A report by the Commons Transport Select Committee accused the airline of a “calculated attempt to take advantage” of the crisis by cutting up to 12,000 jobs and downgrading the terms and conditions of the bulk of its remaining employees.
The carrier insisted it is doing everything it can to “sustain the maximum number of jobs”.
Other aviation companies have also announced thousands of redundancies, including easyJet, Ryanair, Virgin Atlantic, Rolls-Royce and Airbus.
The cross-party committee of MPs acknowledged that job losses in the sector “may sadly be inevitable” due to the huge reduction in air travel as a result of Covid-19.
But it urged UK-based employers not to “proceed hastily” by making large numbers of people redundant while the Government’s furlough scheme is in place.
Unions told the committee that British Airways is operating a “fire and rehire” approach by giving redundancy notices to most of its 42,000 workers with the intention of offering jobs to a proportion of them under worse terms and conditions.
This is in addition to up to 12,000 job losses.
The minimum 45-day consultation period for some workers ends on Monday.
BA has had discussions with pilots’ union Balpa, including over the possibility of voluntary redundancies.
But the other two main unions representing its workers – Unite and GMB – are not engaging in talks.
The committee found that British Airways had received nearly £35m from the Government as of May 14 by furloughing 22,000 staff.
It noted that at the end of 2019, the carrier recorded profits after tax of £1.1bn and cash reserves of £2.6bn.
Unions have argued that the airline could survive even if all its planes were grounded for 12 months.
The committee’s report stated: “The behaviour of British Airways and its parent company towards its employees is a national disgrace.
“It falls well below the standards we would expect from any employer, especially in light of the scale of taxpayer subsidy, at this time of national crisis.”
The sentiment was echoed by Don Valley MP Nick Fletcher, who does not sit on the committee, but said: “Myself and many of my Parliamentary colleagues have been horrified that BA is using this Pandemic to restructure its firm; by carrying out many redundancies and forcing through what it tried to achieve in 2010. I'm afraid that this is not right.”
He said he was disappointed the airlines chief executive had initially not attended a roundtable discussion with the Home Secretary and Aviation Minister.
And he suggested that “favouritism based on national lines is taking place right in front of our eyes” as IAG, the Spanish firm which owns British Airways, was not laying off staff in Spain.

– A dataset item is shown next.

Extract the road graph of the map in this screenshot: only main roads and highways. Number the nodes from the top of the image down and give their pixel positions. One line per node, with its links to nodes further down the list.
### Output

He said: “I can only hope that British Airways will come to its senses and stop these heartless and unnecessary layoffs.
“As it currently stands, therefore, one of the world’s iconic brands is sacking 12,000 employees and revising all of its existing employees' contracts at a time when there is uncertainty for everyone.
“Doing this to your employees when they are at rock bottom emotionally and financially is hardly what you would call a good PR exercise.”

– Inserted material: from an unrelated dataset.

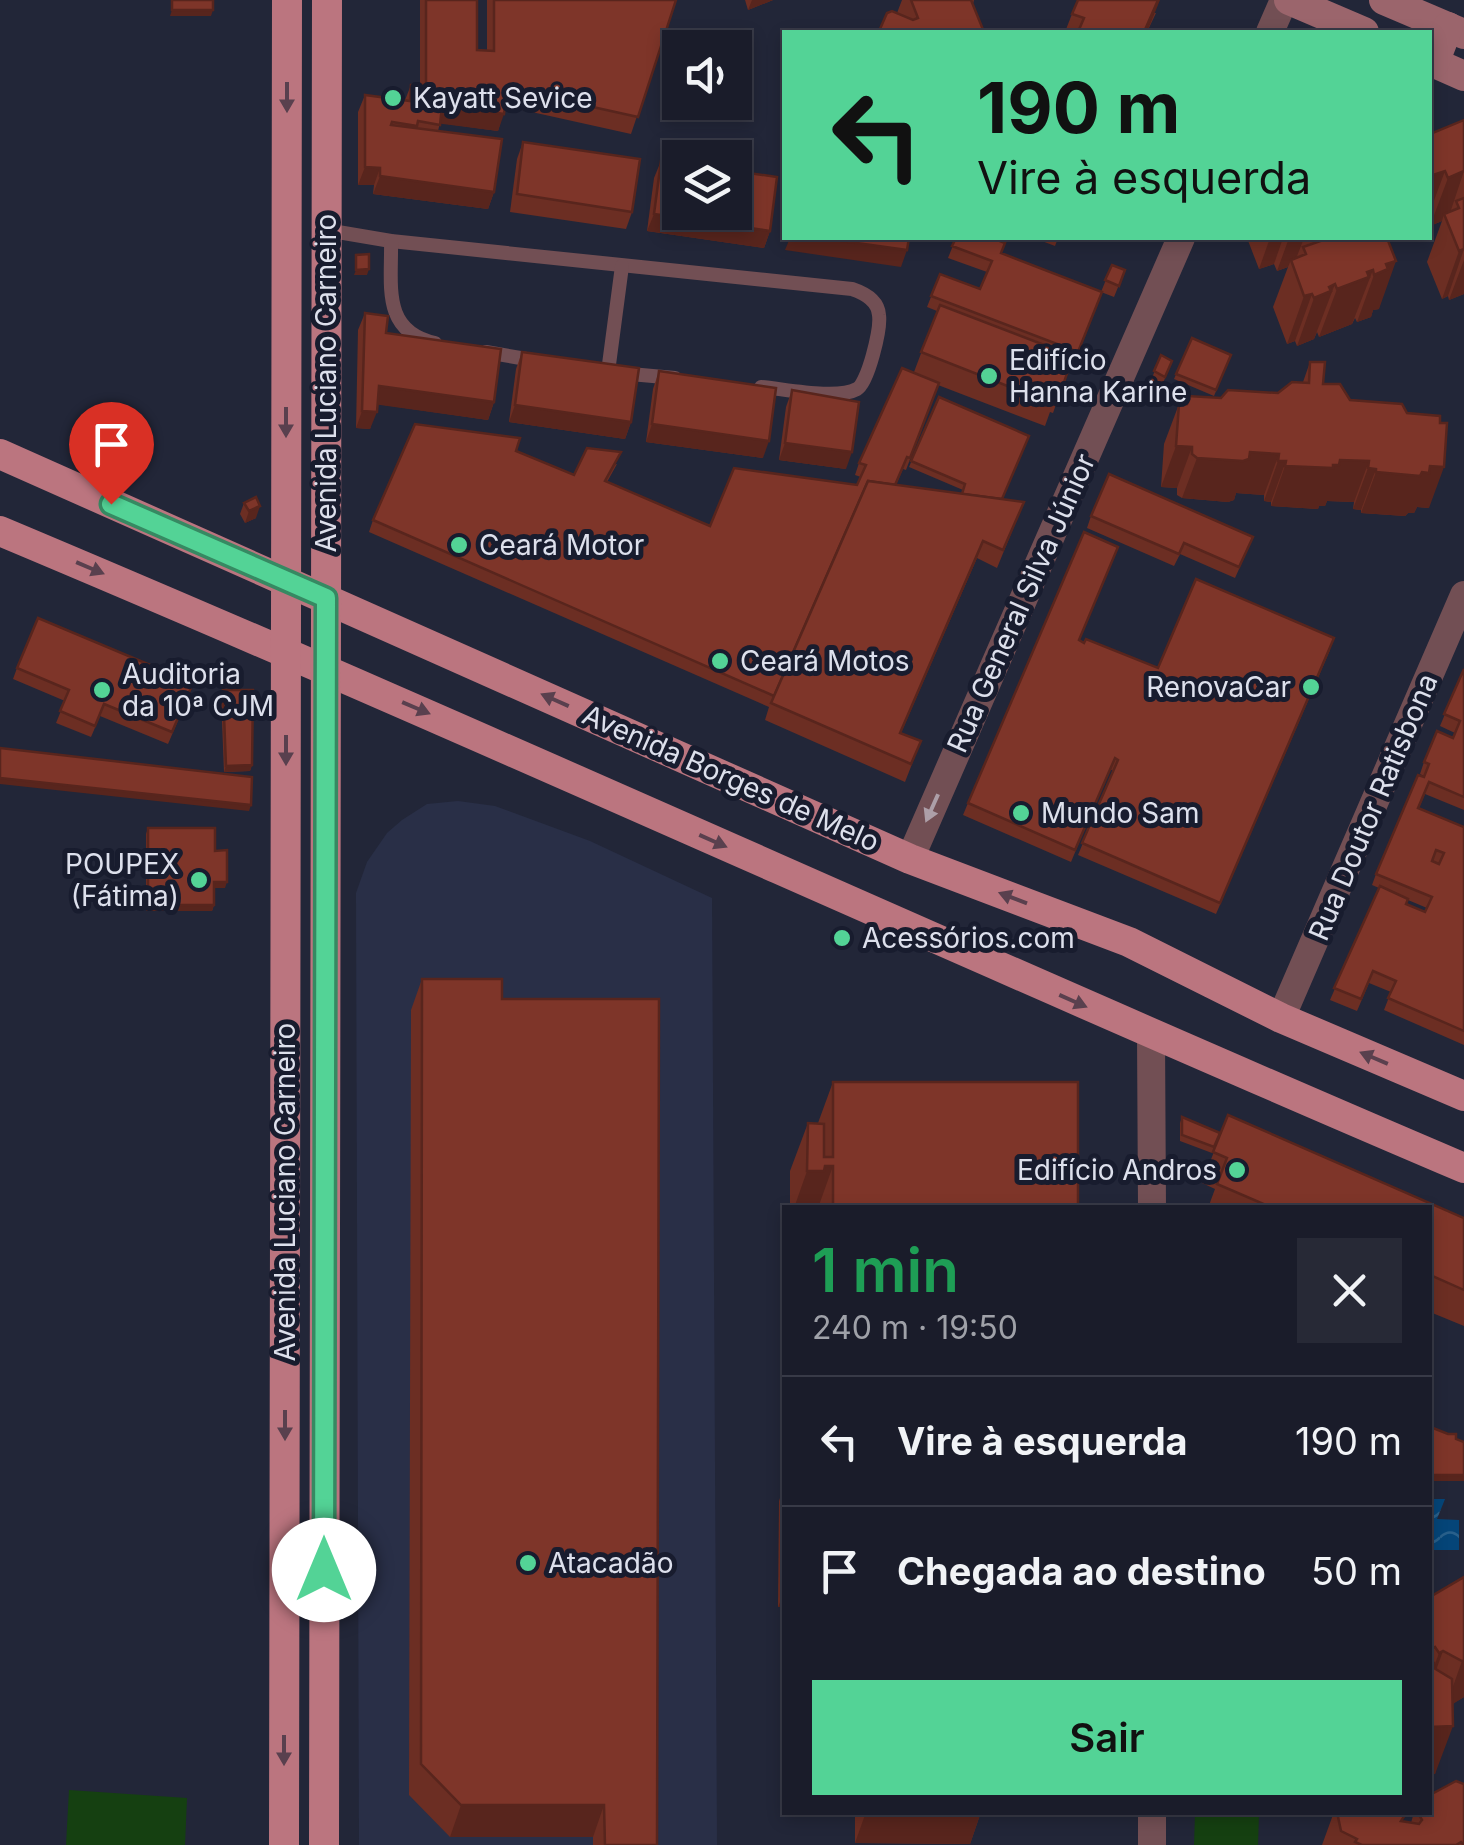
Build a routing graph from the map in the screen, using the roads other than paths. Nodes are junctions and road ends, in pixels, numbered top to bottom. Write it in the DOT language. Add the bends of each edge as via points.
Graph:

He added: “I am in no doubt that following this pandemic, we will see British Airways planes fly again. Yet if BA is not going to change course, both the consumers and their employees will lose out significantly.”
There have been calls from some MPs for British Airways to be stripped of some of its lucrative take-off and landing slots at Heathrow as punishment for the treatment of its workforce.
Tory MP Huw Merriman, who chairs the Transport Committee, said: “We will continue to bring pressure where we can, including the airport slot allocation process.
“This wanton destruction of a loyal workforce cannot appear to go without sanction by Government, parliamentarians or paying passengers who may choose differently in future. We view it as a national disgrace.”
British Airways said in a statement: “We find ourselves in the deepest crisis ever faced by the airline industry. A crisis not of our making but one which we must address.
“We will do everything in our power to ensure that British Airways can survive and sustain the maximum number of jobs consistent with the new reality of a changed airline industry in a severely weakened global economy.”
Unite general secretary Len McCluskey said: “The case the company makes for sacking 12,000 and trashing the wages of those who stay on the workforce is full of holes because it is a transparent effort to generate profits out of a crisis.
“BA is fooling nobody. Never before has the country witnessed such wholesale mistreatment of a UK workforce and such brutal industrial thuggery.”
The committee’s report into the impact of the pandemic on the aviation sector urged the Government to abandon its 14-day quarantine rule at the end of June.
It called for a “more targeted and nuanced border control policy”, allowing people travelling from countries where the infection rate of Covid-19 is relatively low to enter the UK on a less restrictive basis.
The report also recommended that the Government and devolved administrations – where they have not already done so – provide support aimed specifically at the aviation sector, including a 12-month business rates relief for airlines and airports, and a six-month suspension of air passenger duty payments.
A Government spokesman said: “We continue to work at speed to help protect the long-term future of the sector, however we will always put public health first, and we must not risk an extremely damaging second wave of the virus.”